Vous avez débattu, avec la présidente du Conseil national des barreaux, de la question de la suspension indispensable des délais de prescription en matière civile et pénale ; des mesures figurent d'ailleurs à l'article 7 du projet de loi que nous examinerons tout à l'heure.

Dans le cadre du plan de continuation d'activité des juridictions et avec les mesures de confinement, les extractions judiciaires vont être matériellement rendues quasiment impossibles en l'état des moyens de notre justice, outre le danger de propagation que présenteraient ces mouvements, comme l'a déjà signalé l'Association des magistrats.

Nos juridictions et nos établissements pénitentiaires ne disposent ni de matériels de protection pour les personnels et les auxiliaires ni d'équipements de visioconférence en nombre suffisant.

Les parloirs sont suspendus. Hier, le bâtonnier de l'Ordre des avocats de Paris a lancé un cri d'alarme sur les conditions sanitaires dans les geôles du tribunal de Paris et refusé de désigner des avocats pour le service de l'urgence pénale.

Madame la garde des sceaux, quelles mesures précises avez-vous prises pour éviter que des terroristes et autres individus dangereux soient libérés en raison de failles procédurales ?


Réponse du Ministère de la justice publiée le 20/03/2020

Réponse apportée en séance publique le 19/03/2020

M. le président. La parole est à Mme la garde des sceaux, ministre de la justice.

Mme Nicole Belloubet, garde des sceaux, ministre de la justice.
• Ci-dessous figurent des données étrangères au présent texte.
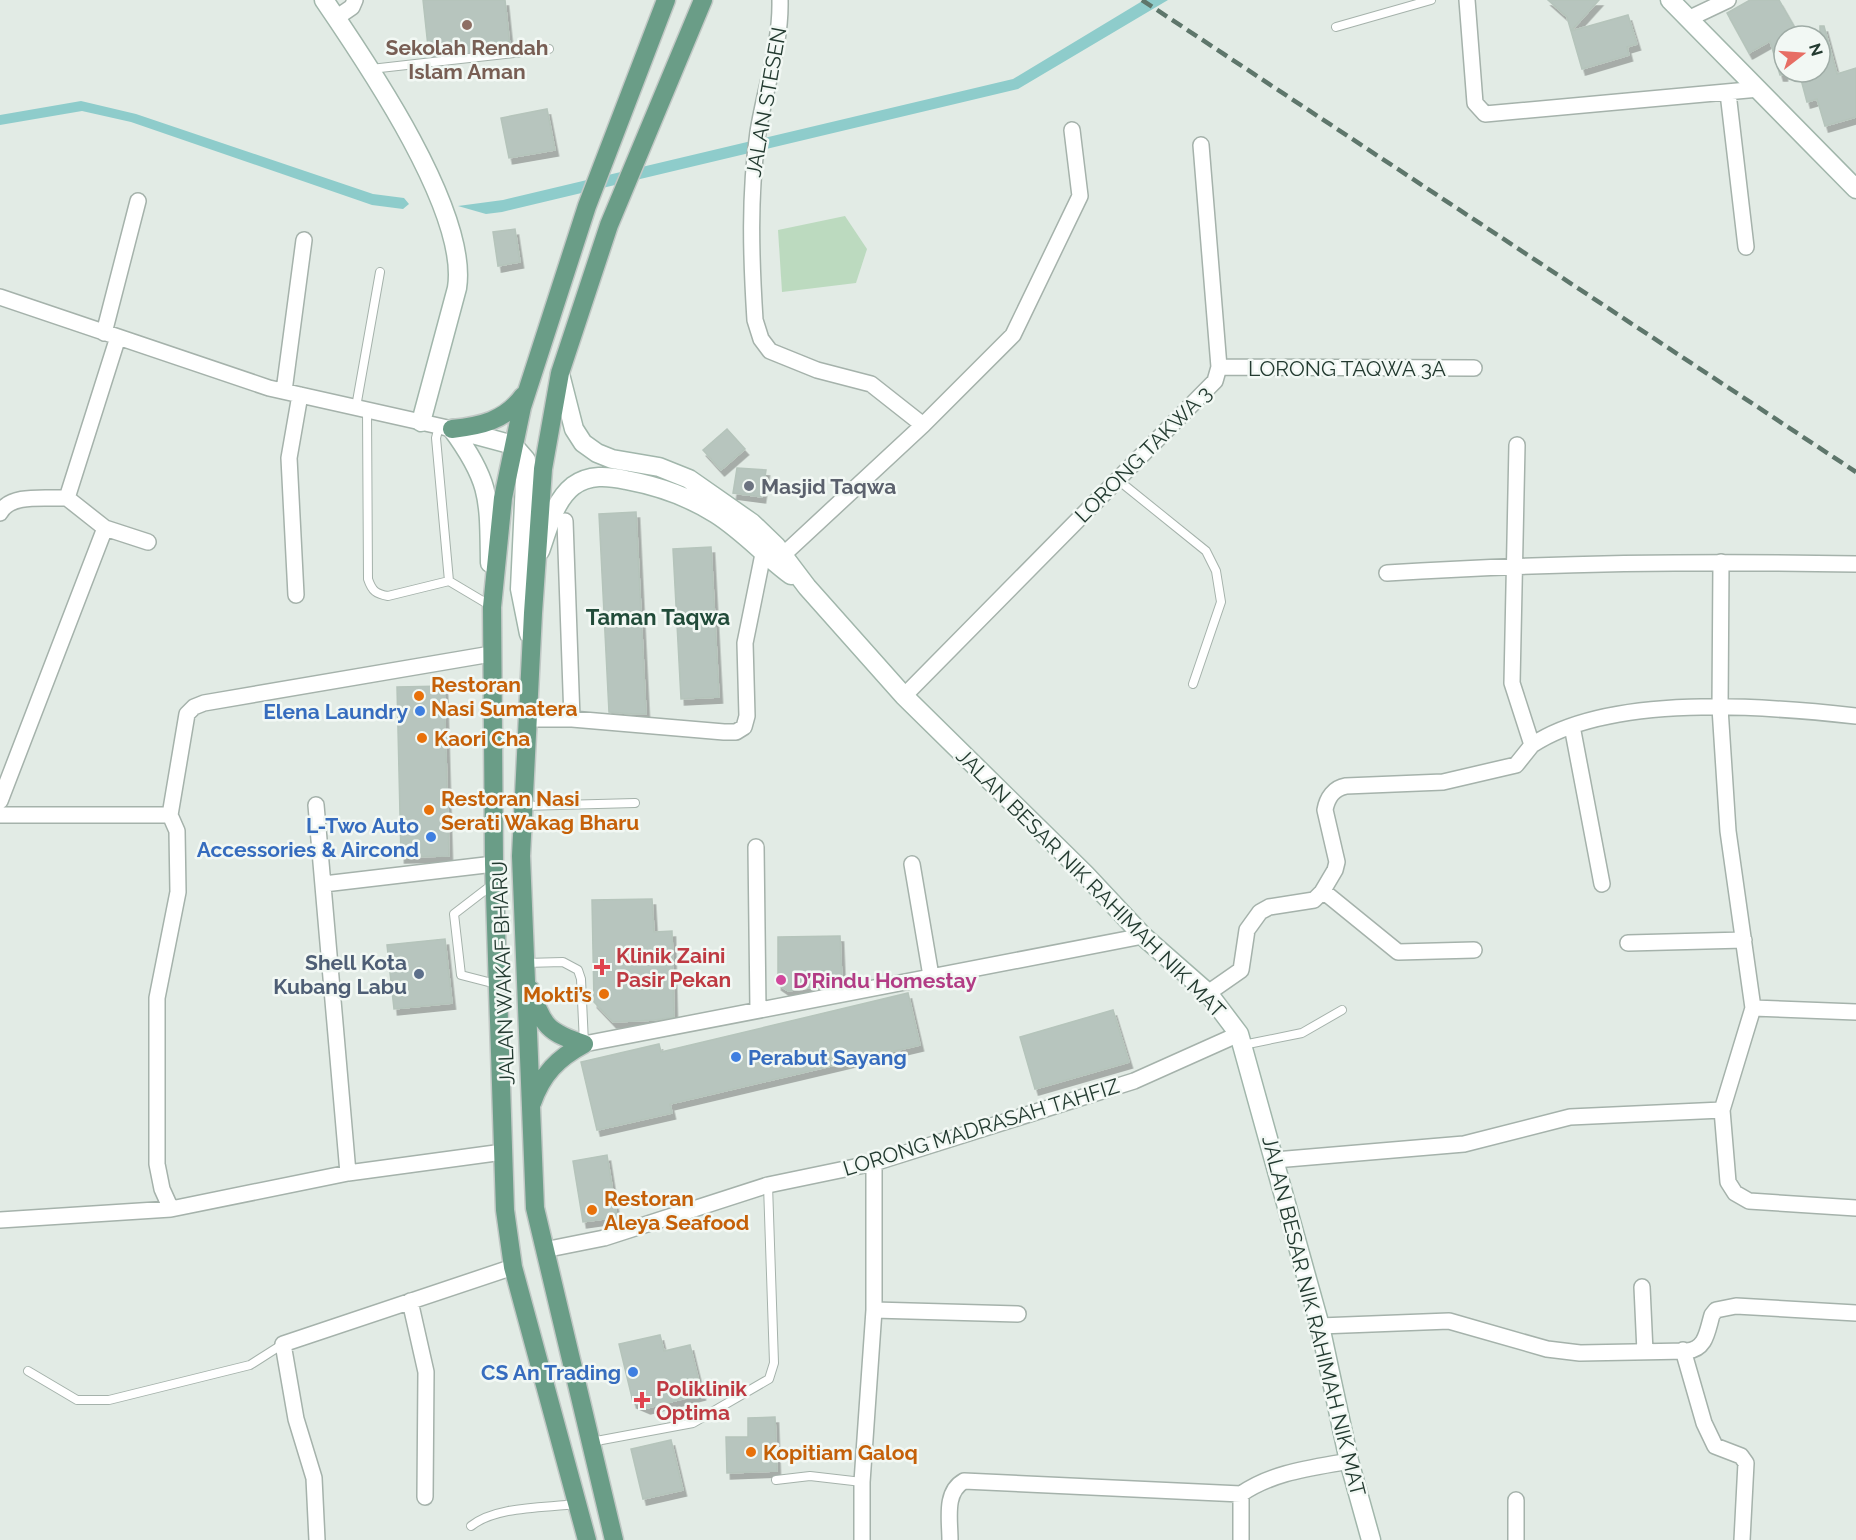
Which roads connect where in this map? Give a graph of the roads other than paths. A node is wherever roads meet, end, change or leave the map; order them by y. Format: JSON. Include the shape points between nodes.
{"nodes":[{"id":1,"x":324,"y":0,"type":"edge"},
{"id":2,"x":356,"y":0,"type":"edge"},
{"id":3,"x":666,"y":0,"type":"edge"},
{"id":4,"x":703,"y":0,"type":"edge"},
{"id":5,"x":780,"y":0,"type":"edge"},
{"id":6,"x":1431,"y":0,"type":"edge"},
{"id":7,"x":1467,"y":0,"type":"edge"},
{"id":8,"x":1670,"y":0,"type":"edge"},
{"id":9,"x":1728,"y":0,"type":"edge"},
{"id":10,"x":336,"y":18,"type":"junction"},
{"id":11,"x":1688,"y":19,"type":"junction"},
{"id":12,"x":1336,"y":27,"type":"dead end"},
{"id":13,"x":549,"y":49,"type":"dead end"},
{"id":14,"x":370,"y":69,"type":"junction"},
{"id":15,"x":1759,"y":89,"type":"junction"},
{"id":16,"x":1728,"y":93,"type":"junction"},
{"id":17,"x":1072,"y":130,"type":"dead end"},
{"id":18,"x":1201,"y":145,"type":"dead end"},
{"id":19,"x":1856,"y":189,"type":"edge"},
{"id":20,"x":138,"y":201,"type":"dead end"},
{"id":21,"x":304,"y":240,"type":"dead end"},
{"id":22,"x":1746,"y":247,"type":"dead end"},
{"id":23,"x":380,"y":272,"type":"dead end"},
{"id":24,"x":0,"y":297,"type":"edge"},
{"id":25,"x":111,"y":335,"type":"junction"},
{"id":26,"x":1219,"y":367,"type":"junction"},
{"id":27,"x":1474,"y":368,"type":"dead end"},
{"id":28,"x":560,"y":372,"type":"junction"},
{"id":29,"x":527,"y":389,"type":"junction"},
{"id":30,"x":292,"y":393,"type":"junction"},
{"id":31,"x":361,"y":409,"type":"junction"},
{"id":32,"x":421,"y":422,"type":"junction"},
{"id":33,"x":923,"y":425,"type":"junction"},
{"id":34,"x":445,"y":427,"type":"junction"},
{"id":35,"x":513,"y":445,"type":"junction"},
{"id":36,"x":1517,"y":445,"type":"dead end"},
{"id":37,"x":1118,"y":480,"type":"junction"},
{"id":38,"x":67,"y":498,"type":"junction"},
{"id":39,"x":0,"y":513,"type":"edge"},
{"id":40,"x":566,"y":520,"type":"dead end"},
{"id":41,"x":105,"y":528,"type":"junction"},
{"id":42,"x":148,"y":542,"type":"dead end"},
{"id":43,"x":763,"y":554,"type":"junction"},
{"id":44,"x":783,"y":555,"type":"junction"},
{"id":45,"x":537,"y":559,"type":"junction"},
{"id":46,"x":1721,"y":562,"type":"junction"},
{"id":47,"x":1856,"y":564,"type":"edge"},
{"id":48,"x":1515,"y":565,"type":"junction"},
{"id":49,"x":1387,"y":573,"type":"dead end"},
{"id":50,"x":449,"y":581,"type":"junction"},
{"id":51,"x":807,"y":586,"type":"junction"},
{"id":52,"x":296,"y":595,"type":"dead end"},
{"id":53,"x":492,"y":607,"type":"junction"},
{"id":54,"x":532,"y":645,"type":"junction"},
{"id":55,"x":491,"y":654,"type":"junction"},
{"id":56,"x":1193,"y":684,"type":"dead end"},
{"id":57,"x":904,"y":696,"type":"junction"},
{"id":58,"x":1720,"y":708,"type":"junction"},
{"id":59,"x":1856,"y":716,"type":"edge"},
{"id":60,"x":528,"y":719,"type":"junction"},
{"id":61,"x":572,"y":719,"type":"junction"},
{"id":62,"x":1572,"y":726,"type":"junction"},
{"id":63,"x":1532,"y":745,"type":"junction"},
{"id":64,"x":0,"y":801,"type":"edge"},
{"id":65,"x":635,"y":803,"type":"dead end"},
{"id":66,"x":316,"y":805,"type":"dead end"},
{"id":67,"x":524,"y":806,"type":"junction"},
{"id":68,"x":0,"y":815,"type":"edge"},
{"id":69,"x":170,"y":815,"type":"junction"},
{"id":70,"x":756,"y":847,"type":"dead end"},
{"id":71,"x":494,"y":864,"type":"junction"},
{"id":72,"x":912,"y":864,"type":"dead end"},
{"id":73,"x":494,"y":882,"type":"junction"},
{"id":74,"x":324,"y":884,"type":"junction"},
{"id":75,"x":1602,"y":884,"type":"dead end"},
{"id":76,"x":1323,"y":891,"type":"junction"},
{"id":77,"x":1143,"y":936,"type":"junction"},
{"id":78,"x":1744,"y":940,"type":"junction"},
{"id":79,"x":1628,"y":943,"type":"dead end"},
{"id":80,"x":1474,"y":950,"type":"dead end"},
{"id":81,"x":523,"y":963,"type":"junction"},
{"id":82,"x":931,"y":976,"type":"junction"},
{"id":83,"x":498,"y":984,"type":"junction"},
{"id":84,"x":1208,"y":993,"type":"junction"},
{"id":85,"x":1753,"y":1008,"type":"junction"},
{"id":86,"x":758,"y":1010,"type":"junction"},
{"id":87,"x":1342,"y":1010,"type":"dead end"},
{"id":88,"x":1856,"y":1012,"type":"edge"},
{"id":89,"x":1241,"y":1039,"type":"junction"},
{"id":90,"x":584,"y":1044,"type":"junction"},
{"id":91,"x":530,"y":1107,"type":"junction"},
{"id":92,"x":1722,"y":1110,"type":"junction"},
{"id":93,"x":503,"y":1152,"type":"junction"},
{"id":94,"x":1275,"y":1160,"type":"junction"},
{"id":95,"x":874,"y":1163,"type":"junction"},
{"id":96,"x":348,"y":1173,"type":"junction"},
{"id":97,"x":768,"y":1185,"type":"junction"},
{"id":98,"x":1856,"y":1208,"type":"edge"},
{"id":99,"x":171,"y":1209,"type":"junction"},
{"id":100,"x":0,"y":1220,"type":"edge"},
{"id":101,"x":544,"y":1250,"type":"junction"},
{"id":102,"x":513,"y":1267,"type":"junction"},
{"id":103,"x":1642,"y":1287,"type":"dead end"},
{"id":104,"x":410,"y":1301,"type":"junction"},
{"id":105,"x":874,"y":1310,"type":"junction"},
{"id":106,"x":1856,"y":1313,"type":"edge"},
{"id":107,"x":1018,"y":1314,"type":"dead end"},
{"id":108,"x":1320,"y":1326,"type":"junction"},
{"id":109,"x":283,"y":1344,"type":"junction"},
{"id":110,"x":1683,"y":1350,"type":"junction"},
{"id":111,"x":1645,"y":1352,"type":"junction"},
{"id":112,"x":28,"y":1371,"type":"dead end"},
{"id":113,"x":589,"y":1442,"type":"junction"},
{"id":114,"x":1349,"y":1461,"type":"junction"},
{"id":115,"x":776,"y":1480,"type":"dead end"},
{"id":116,"x":862,"y":1482,"type":"junction"},
{"id":117,"x":1241,"y":1494,"type":"junction"},
{"id":118,"x":424,"y":1497,"type":"dead end"},
{"id":119,"x":1516,"y":1500,"type":"dead end"},
{"id":120,"x":578,"y":1503,"type":"junction"},
{"id":121,"x":471,"y":1527,"type":"dead end"},
{"id":122,"x":317,"y":1540,"type":"edge"},
{"id":123,"x":587,"y":1540,"type":"edge"},
{"id":124,"x":614,"y":1540,"type":"edge"},
{"id":125,"x":862,"y":1540,"type":"edge"},
{"id":126,"x":950,"y":1540,"type":"edge"},
{"id":127,"x":1241,"y":1540,"type":"edge"},
{"id":128,"x":1371,"y":1540,"type":"edge"},
{"id":129,"x":1516,"y":1540,"type":"edge"},
{"id":130,"x":1742,"y":1540,"type":"edge"}],
"edges":[{"from":1,"to":10,"type":"street"},
{"from":2,"to":10,"type":"street"},
{"from":3,"to":29,"type":"main road","name":"JALAN WAKAF BHARU","via":[[587,206]]},
{"from":4,"to":28,"type":"main road","name":"JALAN WAKAF BHARU","via":[[609,225]]},
{"from":5,"to":33,"type":"street","name":"JALAN STESEN","via":[[781,26],[758,135],[750,234],[755,320],[761,339],[770,351],[817,370],[878,387]]},
{"from":6,"to":12,"type":"lane"},
{"from":7,"to":16,"type":"street","via":[[1475,103],[1485,114]]},
{"from":8,"to":11,"type":"street"},
{"from":9,"to":11,"type":"street"},
{"from":10,"to":14,"type":"street"},
{"from":11,"to":15,"type":"street"},
{"from":13,"to":14,"type":"lane"},
{"from":14,"to":32,"type":"street","via":[[425,170],[452,233],[458,259],[457,288]]},
{"from":15,"to":16,"type":"street"},
{"from":15,"to":19,"type":"street"},
{"from":16,"to":22,"type":"street"},
{"from":17,"to":33,"type":"street","via":[[1080,196],[1013,335]]},
{"from":18,"to":26,"type":"street","name":"LORONG TAKWA 3"},
{"from":20,"to":25,"type":"street"},
{"from":21,"to":30,"type":"street"},
{"from":23,"to":31,"type":"lane"},
{"from":24,"to":25,"type":"street"},
{"from":25,"to":30,"type":"street"},
{"from":25,"to":38,"type":"street"},
{"from":26,"to":27,"type":"street","name":"LORONG TAQWA 3A"},
{"from":26,"to":37,"type":"street","name":"LORONG TAKWA 3","via":[[1212,386]]},
{"from":28,"to":44,"type":"street","name":"JALAN BESAR NIK RAHIMAH NIK MAT","via":[[571,420],[583,443],[612,459],[659,467],[689,479],[752,523]]},
{"from":28,"to":45,"type":"main road","name":"JALAN WAKAF BHARU","via":[[543,469]]},
{"from":29,"to":34,"type":"main road","via":[[505,415],[474,427]]},
{"from":29,"to":35,"type":"main road","name":"JALAN WAKAF BHARU"},
{"from":30,"to":31,"type":"street"},
{"from":30,"to":52,"type":"street","via":[[289,458]]},
{"from":31,"to":32,"type":"street"},
{"from":31,"to":50,"type":"lane","via":[[371,588],[378,595],[388,596]]},
{"from":32,"to":34,"type":"street"},
{"from":33,"to":44,"type":"street"},
{"from":34,"to":35,"type":"street"},
{"from":34,"to":50,"type":"lane","via":[[436,438]]},
{"from":34,"to":53,"type":"street","name":"JALAN WAKAF BHARU","via":[[472,458],[484,480],[489,506]]},
{"from":35,"to":53,"type":"main road","name":"JALAN WAKAF BHARU","via":[[503,498]]},
{"from":35,"to":54,"type":"street","via":[[523,453],[526,467],[520,589]]},
{"from":36,"to":48,"type":"street"},
{"from":37,"to":56,"type":"lane","via":[[1206,551],[1216,571],[1221,602]]},
{"from":37,"to":57,"type":"street","name":"LORONG TAKWA 3"},
{"from":38,"to":39,"type":"street","via":[[16,500]]},
{"from":38,"to":41,"type":"street"},
{"from":40,"to":61,"type":"street"},
{"from":41,"to":42,"type":"street"},
{"from":41,"to":64,"type":"street"},
{"from":43,"to":45,"type":"street","name":"JALAN BESAR NIK RAHIMAH NIK MAT","via":[[717,514],[685,497],[656,486],[598,476],[583,480],[563,497]]},
{"from":43,"to":51,"type":"street","name":"JALAN BESAR NIK RAHIMAH NIK MAT"},
{"from":43,"to":61,"type":"street","via":[[746,643],[744,727],[724,732]]},
{"from":44,"to":51,"type":"street","name":"JALAN BESAR NIK RAHIMAH NIK MAT"},
{"from":45,"to":54,"type":"main road","name":"JALAN WAKAF BHARU"},
{"from":46,"to":47,"type":"street"},
{"from":46,"to":48,"type":"street"},
{"from":46,"to":58,"type":"street"},
{"from":48,"to":49,"type":"street"},
{"from":48,"to":63,"type":"street","via":[[1512,684]]},
{"from":50,"to":53,"type":"lane"},
{"from":51,"to":57,"type":"street","name":"JALAN BESAR NIK RAHIMAH NIK MAT"},
{"from":53,"to":55,"type":"main road","name":"JALAN WAKAF BHARU"},
{"from":54,"to":60,"type":"main road","name":"JALAN WAKAF BHARU"},
{"from":55,"to":69,"type":"street","via":[[194,707],[183,724]]},
{"from":55,"to":71,"type":"main road","name":"JALAN WAKAF BHARU"},
{"from":57,"to":77,"type":"street","name":"JALAN BESAR NIK RAHIMAH NIK MAT"},
{"from":58,"to":59,"type":"street","via":[[1762,706]]},
{"from":58,"to":62,"type":"street","via":[[1620,713]]},
{"from":58,"to":78,"type":"street","via":[[1728,831]]},
{"from":60,"to":61,"type":"street"},
{"from":60,"to":67,"type":"main road","name":"JALAN WAKAF BHARU"},
{"from":62,"to":63,"type":"street"},
{"from":62,"to":75,"type":"street"},
{"from":63,"to":76,"type":"street","via":[[1516,765],[1443,782],[1346,786],[1335,790],[1325,810],[1337,862]]},
{"from":65,"to":67,"type":"lane"},
{"from":66,"to":74,"type":"street"},
{"from":67,"to":81,"type":"main road","name":"JALAN WAKAF BHARU","via":[[520,856]]},
{"from":68,"to":69,"type":"street"},
{"from":69,"to":99,"type":"street","via":[[177,831],[178,892],[158,998],[157,1164]]},
{"from":70,"to":86,"type":"street"},
{"from":71,"to":73,"type":"main road","name":"JALAN WAKAF BHARU"},
{"from":71,"to":74,"type":"street"},
{"from":72,"to":82,"type":"street"},
{"from":73,"to":83,"type":"main road","name":"JALAN WAKAF BHARU"},
{"from":73,"to":83,"type":"lane","via":[[454,914],[461,975]]},
{"from":74,"to":96,"type":"street"},
{"from":76,"to":80,"type":"street","via":[[1398,952]]},
{"from":76,"to":84,"type":"street","via":[[1314,900],[1260,912],[1247,930],[1241,970]]},
{"from":77,"to":82,"type":"street"},
{"from":77,"to":84,"type":"street","name":"JALAN BESAR NIK RAHIMAH NIK MAT"},
{"from":78,"to":79,"type":"street"},
{"from":78,"to":85,"type":"street"},
{"from":81,"to":90,"type":"main road","via":[[537,1011],[546,1026],[558,1036]]},
{"from":81,"to":90,"type":"lane","via":[[562,962],[578,970]]},
{"from":81,"to":91,"type":"main road","name":"JALAN WAKAF BHARU"},
{"from":82,"to":86,"type":"street"},
{"from":83,"to":93,"type":"main road","name":"JALAN WAKAF BHARU"},
{"from":84,"to":89,"type":"street","name":"JALAN BESAR NIK RAHIMAH NIK MAT"},
{"from":85,"to":88,"type":"street"},
{"from":85,"to":92,"type":"street"},
{"from":86,"to":90,"type":"street"},
{"from":87,"to":89,"type":"lane","via":[[1302,1033]]},
{"from":89,"to":94,"type":"street","name":"JALAN BESAR NIK RAHIMAH NIK MAT"},
{"from":89,"to":95,"type":"street","name":"LORONG MADRASAH TAHFIZ","via":[[1134,1081]]},
{"from":90,"to":91,"type":"main road","via":[[549,1068]]},
{"from":91,"to":101,"type":"main road","name":"JALAN WAKAF BHARU","via":[[535,1208]]},
{"from":92,"to":94,"type":"street","via":[[1570,1117],[1464,1144]]},
{"from":92,"to":98,"type":"street","via":[[1728,1182],[1735,1193],[1749,1201]]},
{"from":93,"to":96,"type":"street"},
{"from":93,"to":102,"type":"main road","name":"JALAN WAKAF BHARU","via":[[505,1210]]},
{"from":94,"to":108,"type":"street","name":"JALAN BESAR NIK RAHIMAH NIK MAT"},
{"from":95,"to":97,"type":"street","name":"LORONG MADRASAH TAHFIZ"},
{"from":95,"to":105,"type":"street"},
{"from":96,"to":99,"type":"street"},
{"from":97,"to":101,"type":"street","name":"LORONG MADRASAH TAHFIZ","via":[[604,1238]]},
{"from":97,"to":113,"type":"lane","via":[[774,1363],[769,1379],[693,1423]]},
{"from":99,"to":100,"type":"street"},
{"from":101,"to":113,"type":"main road","name":"JALAN WAKAF BHARU"},
{"from":102,"to":104,"type":"street"},
{"from":102,"to":120,"type":"main road","name":"JALAN WAKAF BHARU"},
{"from":103,"to":111,"type":"street"},
{"from":104,"to":109,"type":"street"},
{"from":104,"to":118,"type":"street","via":[[426,1372]]},
{"from":105,"to":107,"type":"street"},
{"from":105,"to":116,"type":"street"},
{"from":106,"to":110,"type":"street","via":[[1725,1308],[1712,1315],[1704,1344],[1696,1350]]},
{"from":108,"to":111,"type":"street","via":[[1449,1321],[1547,1349]]},
{"from":108,"to":114,"type":"street","name":"JALAN BESAR NIK RAHIMAH NIK MAT"},
{"from":109,"to":112,"type":"lane","via":[[250,1365],[109,1400],[77,1400]]},
{"from":109,"to":122,"type":"street","via":[[296,1419],[314,1478]]},
{"from":110,"to":111,"type":"street"},
{"from":110,"to":130,"type":"street","via":[[1704,1423],[1715,1446],[1741,1456],[1746,1463]]},
{"from":113,"to":124,"type":"main road","name":"JALAN WAKAF BHARU"},
{"from":114,"to":117,"type":"street","via":[[1278,1475]]},
{"from":114,"to":128,"type":"street","name":"JALAN BESAR NIK RAHIMAH NIK MAT"},
{"from":115,"to":116,"type":"lane","via":[[810,1476]]},
{"from":116,"to":125,"type":"street"},
{"from":117,"to":126,"type":"street","via":[[964,1481],[951,1495]]},
{"from":117,"to":127,"type":"street"},
{"from":119,"to":129,"type":"street"},
{"from":120,"to":121,"type":"lane","via":[[502,1512]]},
{"from":120,"to":123,"type":"main road","name":"JALAN WAKAF BHARU"}]}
Madame la sénatrice Goulet, la situation sanitaire de la France nous a conduits, depuis quelques semaines déjà, à prendre un certain nombre de décisions, dont la mise en œuvre des plans de continuation d'activité des juridictions, que vous avez évoquée.

La restriction des activités qui s'installe désormais nous conduit à aller plus loin et à prévoir des mesures provisoires qui seront prises en application des ordonnances visées dans le projet de loi d'urgence que vous examinerez à partir de cet après-midi.

Nous avons, dans ce cadre, un double objectif : reporter les délais procéduraux et permettre, sans risque de nullité, une extension du recours à la visioconférence pour l'activité juridictionnelle. Depuis deux ans, nous avons considérablement modernisé nos réseaux et augmenté le nombre des équipements de plus de 80 %. Nous pouvons donc développer de manière importante et sereine le recours à la visioconférence, ce qui va nous permettre de réduire de manière drastique les extractions judiciaires.

Madame la sénatrice Goulet, je sais que vous êtes très attentive à la situation des établissements pénitentiaires, en particulier ceux de Condé-sur-Sarthe et d'Argentan. Sachez que, dans le cadre du projet de loi d'urgence, nous allons prendre des mesures pour limiter les courtes peines et soulager les centres de détention. Bien évidemment, ces dispositions ne concerneront pas les détenus dangereux.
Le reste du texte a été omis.